The present trend towards the consolidation of democracy in the region would be further strengthened by growth with social equity; alternatively the erosion of equity would frustrate and weaken it, giving rise to social and political instability. Attaining a state of equilibrium in this respect means eschewing both the temptation to resort to technocracy (which does not take account of social demands) and the lure of populist solutions (which place voluntarism above technical considerations). The most appropriate course is that based on the mobilization of the most inherently legitimate instruments of democracy: participation and consensus-building (15).

For this purpose, it is necessary among other things to organize the beneficiary groups, since they are usually not only on the sidelines of the sources of economic power but also marginalized from social and political power. Indeed, the evolution of social policies in the history of the developed countries has gone hand in hand with the democratic organization of society. The difficulty in the present circumstances, however, is that it is not just a question of empowering those who have hitherto been excluded, in order to make the programme politically viable, but also of ensuring that they participate in a responsible manner, since it will obviously not be possible to satisfy all their pent-up demands in the short term.

Clearly, no programme for changing production patterns with equity can give good results without extensive consensus-building, and the pent-up social demands can be kept under control only through a programme which assures broad participation by the people at large in the results.
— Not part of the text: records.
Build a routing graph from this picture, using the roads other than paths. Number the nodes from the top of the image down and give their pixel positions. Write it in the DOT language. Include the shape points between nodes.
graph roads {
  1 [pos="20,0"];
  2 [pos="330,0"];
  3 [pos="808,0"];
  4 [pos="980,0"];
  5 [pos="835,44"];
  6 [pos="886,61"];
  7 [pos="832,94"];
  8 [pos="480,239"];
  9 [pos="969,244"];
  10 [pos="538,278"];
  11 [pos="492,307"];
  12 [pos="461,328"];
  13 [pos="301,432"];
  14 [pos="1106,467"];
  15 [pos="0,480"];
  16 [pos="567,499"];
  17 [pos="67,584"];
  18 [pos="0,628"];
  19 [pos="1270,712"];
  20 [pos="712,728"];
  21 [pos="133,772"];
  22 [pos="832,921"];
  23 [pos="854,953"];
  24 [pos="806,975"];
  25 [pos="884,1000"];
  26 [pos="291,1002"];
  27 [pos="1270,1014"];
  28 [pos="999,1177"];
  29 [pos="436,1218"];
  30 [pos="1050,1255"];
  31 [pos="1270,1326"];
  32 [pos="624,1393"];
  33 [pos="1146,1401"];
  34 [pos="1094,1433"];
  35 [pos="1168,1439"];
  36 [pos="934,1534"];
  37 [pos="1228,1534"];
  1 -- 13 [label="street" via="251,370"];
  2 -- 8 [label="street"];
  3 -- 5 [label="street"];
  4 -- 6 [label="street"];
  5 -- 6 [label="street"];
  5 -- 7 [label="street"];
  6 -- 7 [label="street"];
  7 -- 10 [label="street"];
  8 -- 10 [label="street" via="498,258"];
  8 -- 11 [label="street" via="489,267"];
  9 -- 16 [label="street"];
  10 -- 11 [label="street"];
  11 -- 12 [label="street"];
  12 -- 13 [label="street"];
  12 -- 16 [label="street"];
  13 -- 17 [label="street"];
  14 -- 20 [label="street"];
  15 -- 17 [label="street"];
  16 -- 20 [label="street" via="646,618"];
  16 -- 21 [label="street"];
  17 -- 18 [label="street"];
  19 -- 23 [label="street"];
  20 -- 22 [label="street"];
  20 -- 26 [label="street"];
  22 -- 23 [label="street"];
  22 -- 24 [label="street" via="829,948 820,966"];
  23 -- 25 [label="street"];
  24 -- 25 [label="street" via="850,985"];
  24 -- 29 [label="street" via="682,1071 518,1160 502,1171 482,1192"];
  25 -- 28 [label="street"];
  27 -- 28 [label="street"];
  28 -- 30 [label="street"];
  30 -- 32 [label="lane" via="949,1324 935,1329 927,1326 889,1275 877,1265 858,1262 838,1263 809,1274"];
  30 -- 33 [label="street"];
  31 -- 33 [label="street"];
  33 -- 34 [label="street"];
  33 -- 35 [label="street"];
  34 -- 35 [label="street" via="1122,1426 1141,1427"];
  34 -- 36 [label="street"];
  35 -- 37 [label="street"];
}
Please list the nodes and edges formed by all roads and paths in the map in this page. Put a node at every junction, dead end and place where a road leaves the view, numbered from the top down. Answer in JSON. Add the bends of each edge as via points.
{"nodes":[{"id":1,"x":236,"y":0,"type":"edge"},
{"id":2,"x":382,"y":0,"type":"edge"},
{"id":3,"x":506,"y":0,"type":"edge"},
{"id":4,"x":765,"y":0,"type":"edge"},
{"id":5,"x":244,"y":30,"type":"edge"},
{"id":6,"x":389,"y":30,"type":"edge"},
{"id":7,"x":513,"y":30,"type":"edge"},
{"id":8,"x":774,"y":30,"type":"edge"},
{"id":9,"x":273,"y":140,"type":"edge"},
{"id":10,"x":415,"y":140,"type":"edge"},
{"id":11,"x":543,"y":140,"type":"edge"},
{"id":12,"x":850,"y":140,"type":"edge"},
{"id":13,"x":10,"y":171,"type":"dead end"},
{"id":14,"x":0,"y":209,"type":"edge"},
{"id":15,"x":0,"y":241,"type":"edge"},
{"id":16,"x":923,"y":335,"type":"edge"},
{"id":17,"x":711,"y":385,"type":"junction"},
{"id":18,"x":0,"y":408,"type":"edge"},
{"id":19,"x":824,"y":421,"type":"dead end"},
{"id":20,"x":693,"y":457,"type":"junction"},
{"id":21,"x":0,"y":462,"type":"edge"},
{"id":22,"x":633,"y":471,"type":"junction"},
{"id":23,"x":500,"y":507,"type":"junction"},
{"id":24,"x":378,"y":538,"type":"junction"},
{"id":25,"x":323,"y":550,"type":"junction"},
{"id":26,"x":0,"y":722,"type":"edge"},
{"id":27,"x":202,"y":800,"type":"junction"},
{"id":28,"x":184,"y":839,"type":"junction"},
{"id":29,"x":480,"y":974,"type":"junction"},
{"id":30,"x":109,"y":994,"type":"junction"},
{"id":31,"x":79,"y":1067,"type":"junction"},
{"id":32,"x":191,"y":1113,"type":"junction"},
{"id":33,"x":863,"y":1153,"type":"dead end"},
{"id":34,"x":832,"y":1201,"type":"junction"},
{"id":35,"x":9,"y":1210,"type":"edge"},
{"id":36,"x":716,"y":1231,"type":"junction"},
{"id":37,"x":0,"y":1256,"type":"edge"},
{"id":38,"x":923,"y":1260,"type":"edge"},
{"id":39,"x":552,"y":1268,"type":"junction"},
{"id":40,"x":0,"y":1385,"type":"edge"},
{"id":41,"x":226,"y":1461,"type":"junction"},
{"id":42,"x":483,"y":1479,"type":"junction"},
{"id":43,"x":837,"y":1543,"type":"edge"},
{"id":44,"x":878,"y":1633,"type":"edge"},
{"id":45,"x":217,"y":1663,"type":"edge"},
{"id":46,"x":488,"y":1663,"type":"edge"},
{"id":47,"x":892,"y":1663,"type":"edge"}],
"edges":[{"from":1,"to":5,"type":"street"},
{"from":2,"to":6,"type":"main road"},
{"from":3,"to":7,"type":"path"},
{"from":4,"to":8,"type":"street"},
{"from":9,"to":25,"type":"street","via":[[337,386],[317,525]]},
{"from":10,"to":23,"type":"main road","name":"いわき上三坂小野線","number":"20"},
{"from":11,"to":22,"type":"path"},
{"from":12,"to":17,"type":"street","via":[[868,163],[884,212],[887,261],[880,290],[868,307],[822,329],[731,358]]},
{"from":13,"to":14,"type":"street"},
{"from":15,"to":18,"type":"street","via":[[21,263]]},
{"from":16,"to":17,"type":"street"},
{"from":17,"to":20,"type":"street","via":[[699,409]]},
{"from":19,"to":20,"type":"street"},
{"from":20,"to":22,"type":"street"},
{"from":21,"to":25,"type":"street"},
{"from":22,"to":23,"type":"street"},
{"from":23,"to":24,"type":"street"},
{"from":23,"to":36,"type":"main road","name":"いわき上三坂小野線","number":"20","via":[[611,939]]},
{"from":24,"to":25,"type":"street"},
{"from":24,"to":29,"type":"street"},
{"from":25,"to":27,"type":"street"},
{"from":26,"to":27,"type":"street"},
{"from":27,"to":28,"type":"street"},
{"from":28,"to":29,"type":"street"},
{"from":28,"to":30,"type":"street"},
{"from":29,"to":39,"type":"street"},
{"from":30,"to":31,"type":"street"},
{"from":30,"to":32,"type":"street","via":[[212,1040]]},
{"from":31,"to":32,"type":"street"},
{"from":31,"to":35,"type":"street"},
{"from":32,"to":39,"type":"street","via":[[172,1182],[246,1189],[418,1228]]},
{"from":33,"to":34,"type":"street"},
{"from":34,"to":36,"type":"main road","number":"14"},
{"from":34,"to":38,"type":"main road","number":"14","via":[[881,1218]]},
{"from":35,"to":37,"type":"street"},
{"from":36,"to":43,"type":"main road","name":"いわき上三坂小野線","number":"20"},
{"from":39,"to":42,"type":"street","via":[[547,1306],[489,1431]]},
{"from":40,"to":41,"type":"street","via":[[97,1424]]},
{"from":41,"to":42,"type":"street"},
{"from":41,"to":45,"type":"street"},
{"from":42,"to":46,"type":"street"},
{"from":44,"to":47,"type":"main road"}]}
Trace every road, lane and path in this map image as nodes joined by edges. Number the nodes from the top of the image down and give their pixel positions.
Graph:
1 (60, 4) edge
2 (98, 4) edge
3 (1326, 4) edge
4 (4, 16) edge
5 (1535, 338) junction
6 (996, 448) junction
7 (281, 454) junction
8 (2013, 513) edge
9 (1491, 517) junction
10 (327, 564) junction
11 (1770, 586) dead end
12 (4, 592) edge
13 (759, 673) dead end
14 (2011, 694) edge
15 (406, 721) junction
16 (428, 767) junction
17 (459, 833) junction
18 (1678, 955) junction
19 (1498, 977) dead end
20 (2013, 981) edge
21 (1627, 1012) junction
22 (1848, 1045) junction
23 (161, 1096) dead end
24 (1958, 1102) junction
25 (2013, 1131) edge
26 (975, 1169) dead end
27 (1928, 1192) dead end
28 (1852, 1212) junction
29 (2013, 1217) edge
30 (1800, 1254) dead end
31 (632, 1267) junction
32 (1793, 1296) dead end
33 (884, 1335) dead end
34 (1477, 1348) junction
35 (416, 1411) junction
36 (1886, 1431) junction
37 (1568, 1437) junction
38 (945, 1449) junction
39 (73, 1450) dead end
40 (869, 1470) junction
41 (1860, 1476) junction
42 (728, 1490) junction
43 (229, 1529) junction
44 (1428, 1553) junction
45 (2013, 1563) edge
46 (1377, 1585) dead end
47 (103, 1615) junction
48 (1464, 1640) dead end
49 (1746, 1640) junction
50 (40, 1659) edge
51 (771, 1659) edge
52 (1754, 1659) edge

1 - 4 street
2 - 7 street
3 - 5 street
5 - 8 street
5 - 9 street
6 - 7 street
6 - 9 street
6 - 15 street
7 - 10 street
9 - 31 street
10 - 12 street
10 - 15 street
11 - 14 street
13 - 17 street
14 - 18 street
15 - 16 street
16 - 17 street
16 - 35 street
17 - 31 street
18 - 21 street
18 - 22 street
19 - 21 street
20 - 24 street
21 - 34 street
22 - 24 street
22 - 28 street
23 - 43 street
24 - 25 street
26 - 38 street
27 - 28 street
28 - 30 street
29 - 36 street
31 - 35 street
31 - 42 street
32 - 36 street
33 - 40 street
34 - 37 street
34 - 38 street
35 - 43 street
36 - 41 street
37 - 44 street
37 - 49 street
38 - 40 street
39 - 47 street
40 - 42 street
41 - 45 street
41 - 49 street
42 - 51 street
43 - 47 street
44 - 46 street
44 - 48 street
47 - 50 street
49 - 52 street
For this purpose, it would be a good idea to place greater emphasis on, inter alia, decentralization and municipalization.


6. Factors conditioning the integrated approach


Finally, it is clear that there are many factors which condition the capacity of governments and societies to advance towards changing production patterns with social equity and above all to seek growth based at once on greater international competitiveness and greater equity. Three of these factors are explored in this document, and some proposals are put forward for minimizing their conditioning effect.


a) The international scenario


The profound changes which are taking place in the international environment, and their impacts on the countries of Latin America and the Caribbean, will be determining elements for the success of changing production patterns with social equity. Both the surprising geopolitical developments and the recent globalization of the economy introduce an element of uncertainty with regard to the external environment which will call for an ever-greater capacity for adaptation on the part of the countries of the region. At any rate, these changes have momentous implications which call for both individual and collective responses from the countries of Latin America and the Caribbean, as well as a reconciliation of views in the field of international cooperation.

In view of the globalization of the international economy, there is an even greater need for multilateral rules, and to ensure that, in the liberalization of world trade, bilateral or regional integration agreements become the building blocks of a transparent and non-discriminatory economic system, rather than stumbling-blocks to its progress. In the financial field particularly in view of the growing demand for financial resources all over the world it is essential to continue the efforts to increase domestic savings, as well as to strengthen the process of reduction of the external debt and to introduce new financial mechanisms to forestall possible problems stemming from an excessive multilateral debt burden. All this could be supplemented with the diversification and monitoring of those financial instruments which are enabling some countries of the region to gain renewed access to international private capital markets.


b) Stabilization


The recovery and subsequent maintenance of basic macroeconomic equilibria is a necessary requisite for any process of changing production patterns with equity. Severe imbalances make sustained growth impossible and have a harmful distributive impact on the poorest groups. The less recessionary an anti-inflation programme is, the less severe its impact on employment, and hence on income distribution. This means, as in other cases, that efficiency in production and social equity are basically complementary factors in the stabilization phase. At all events, in view of the critical nature of the situation in that phase, it is often impossible to do much more than lessen the damage suffered by the neediest groups, by taking steps to ensure the maintenance of at least a minimally acceptable level of subsistence.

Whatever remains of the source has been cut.